For almost 15 years, Dominic focused on the law. But then, he was bitten by the political bug again.
He began giving legal advice to the fledgling Parti Bersatu Sabah in 1985 and helped them get registered in March that year.
And the following year, he joined Gerakan and became its vice-president.
“I thought I could initiate a new non-racial, non-communal political movement within the Barisan Nasional, which was all powerful,” he says.
“I wanted to use that niche to expand the space and give people the choice of racial and non-racial politics.”
He spent months drafting a constitution for a “Pan-Malaysia Congress of Unity” which would offer party membership, direct individual membership and affiliated membership for other organisations. Among its aims was “to strive for national unity based on Malaysian nationalism, which is based on the belief and commitment that all Malaysians should identify with Malaysia and be willing to treat each other as equals and to contribute positively to nation-building, prosperity and security of Malaysia”.
In 1990, Dominic was elected Nibong Tebal MP — and his banishment from Singapore was lifted. He started a self-respect movement, “Than Maana Iyakam”, for the Indian community there and held political “school” for them on Sundays to educate them on political issues and empower them.
He also conducted studies on social issues among the Indian working class. For example, he concluded that housing on the estates made them more dependent.
“I advocated low-cost housing outside the estates so they would have independence of choice of sending their children to Tamil schools or other schools.”
Dominic raised this with MIC, the Penang government and deputy chief minister Datuk Seri Ibrahim Saad, asking for state land and got it. “There were four enclaves of displaced Indians who were itinerant labour and had no coherent community. I wanted to resettle them with a critical mass so there would be shops, restaurants, businesses and schools.”
There were about 15 Tamil schools in the constituency, some with only 10 to 15 pupils. He planned to reduce the number of schools. But, he said, Gerakan president Tun Dr Lim Keng Yaik asked him, over lunch in 1993, to move to Selayang in the 1994 polls.
Disillusioned, Dominic left Gerakan just before the elections and focused on his law practice. His memories of Singapore’s early days were revived when he was interviewed for Men in White: The Untold Story of Singapore’s Ruling Political Party.
And at the launch of the book in 2009, he met Kuan Yew for the first time since he was banished in 1963.
“I hoped for more time but it was a very short exchange of pleasantries,” he says.

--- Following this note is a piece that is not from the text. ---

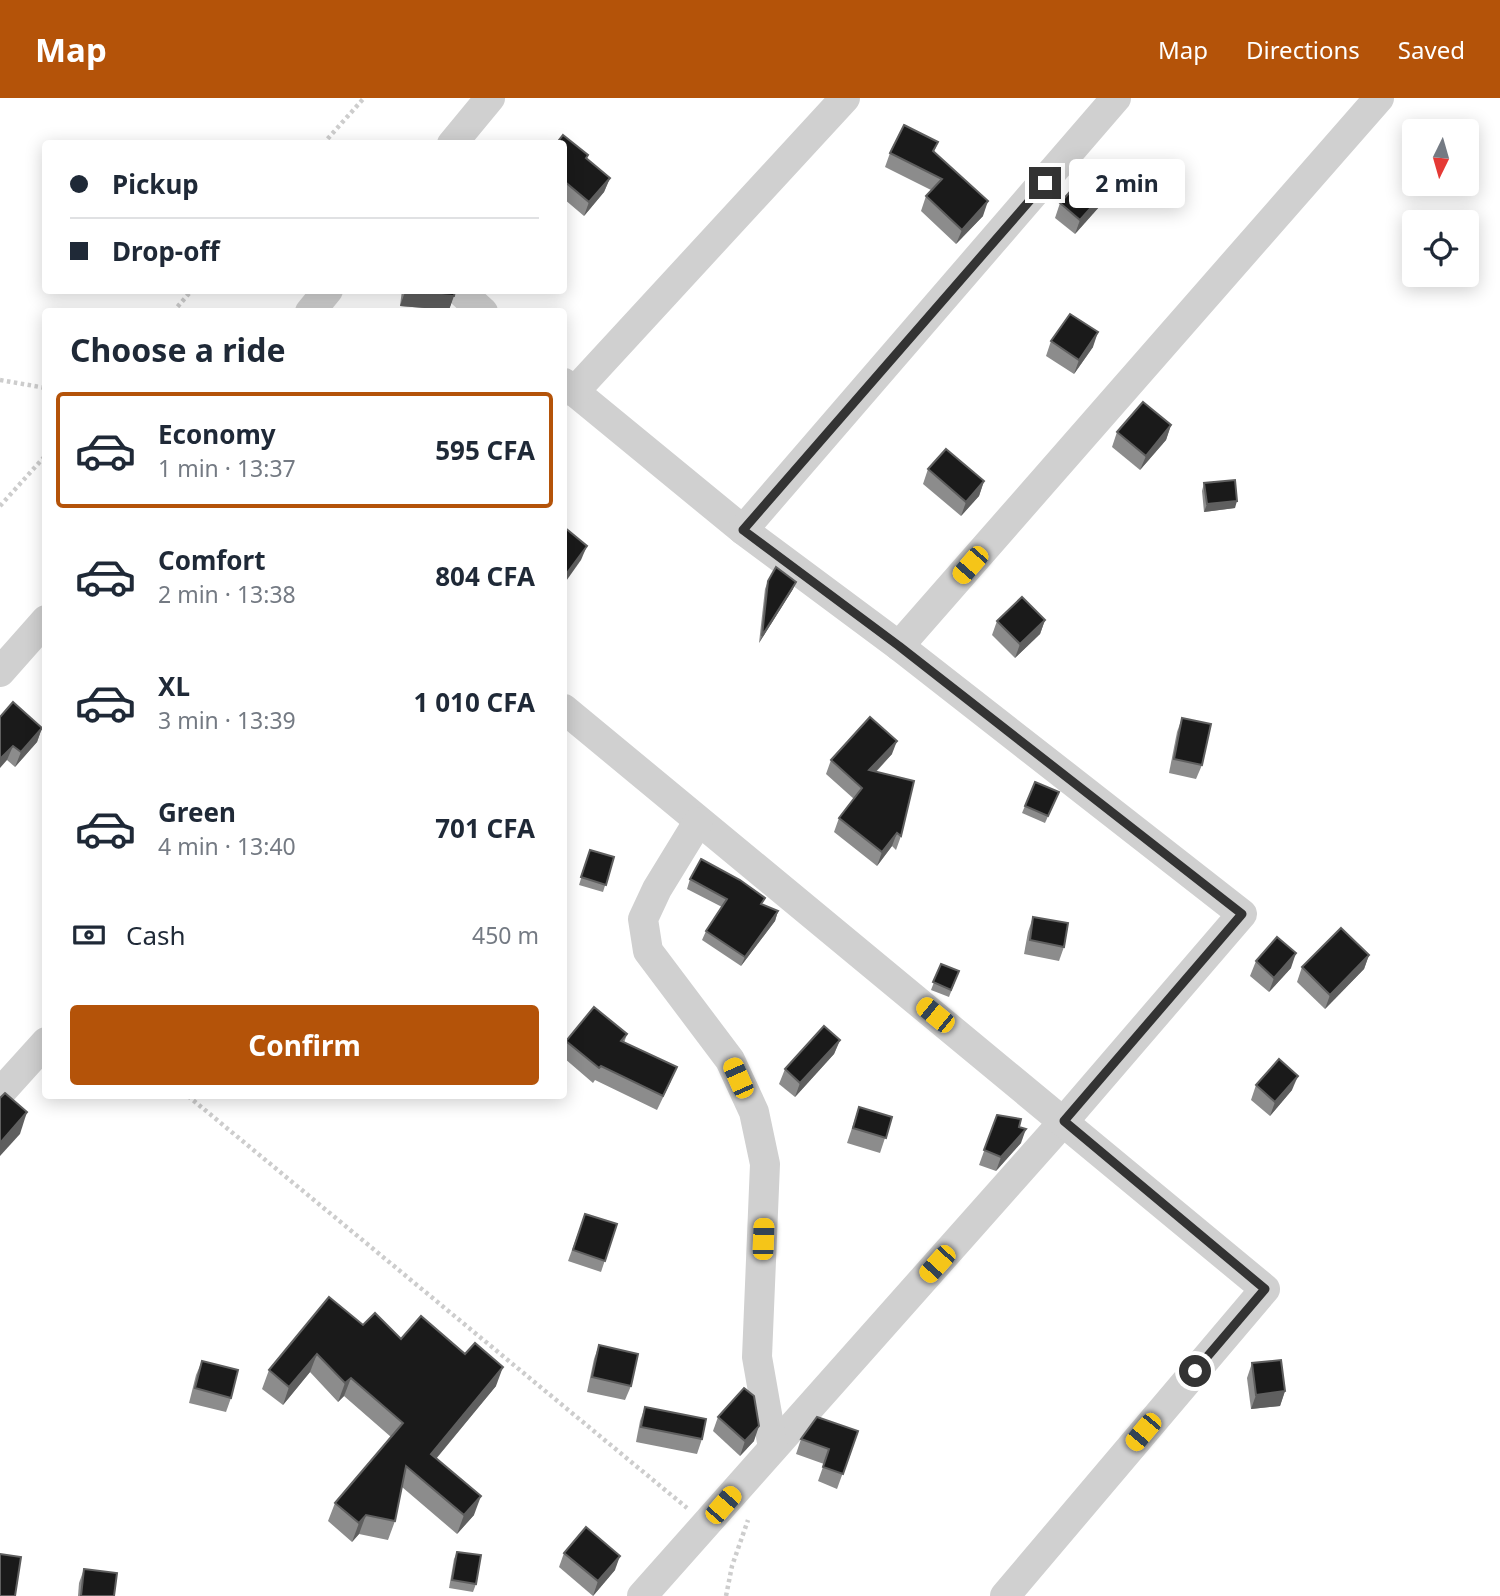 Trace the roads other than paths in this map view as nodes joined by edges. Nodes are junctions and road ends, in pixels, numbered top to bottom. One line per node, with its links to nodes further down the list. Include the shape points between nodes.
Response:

“I was asked about my ‘reconciliation’ with him at the launch. I was jailed but that’s the price I had to pay for what I believed. I did not consider it a personal issue.”
In 2011, Dominic’s son Janil stood as a PAP candidate in Singapore’s general election and won. He had his father’s blessing: “The differences we had with the PAP no longer existed — on merger, anti-colonialism, the Internal Security Council.”
Dominic has accepted that there are new realities. And, he sums up, “To live in the past would be absurd”.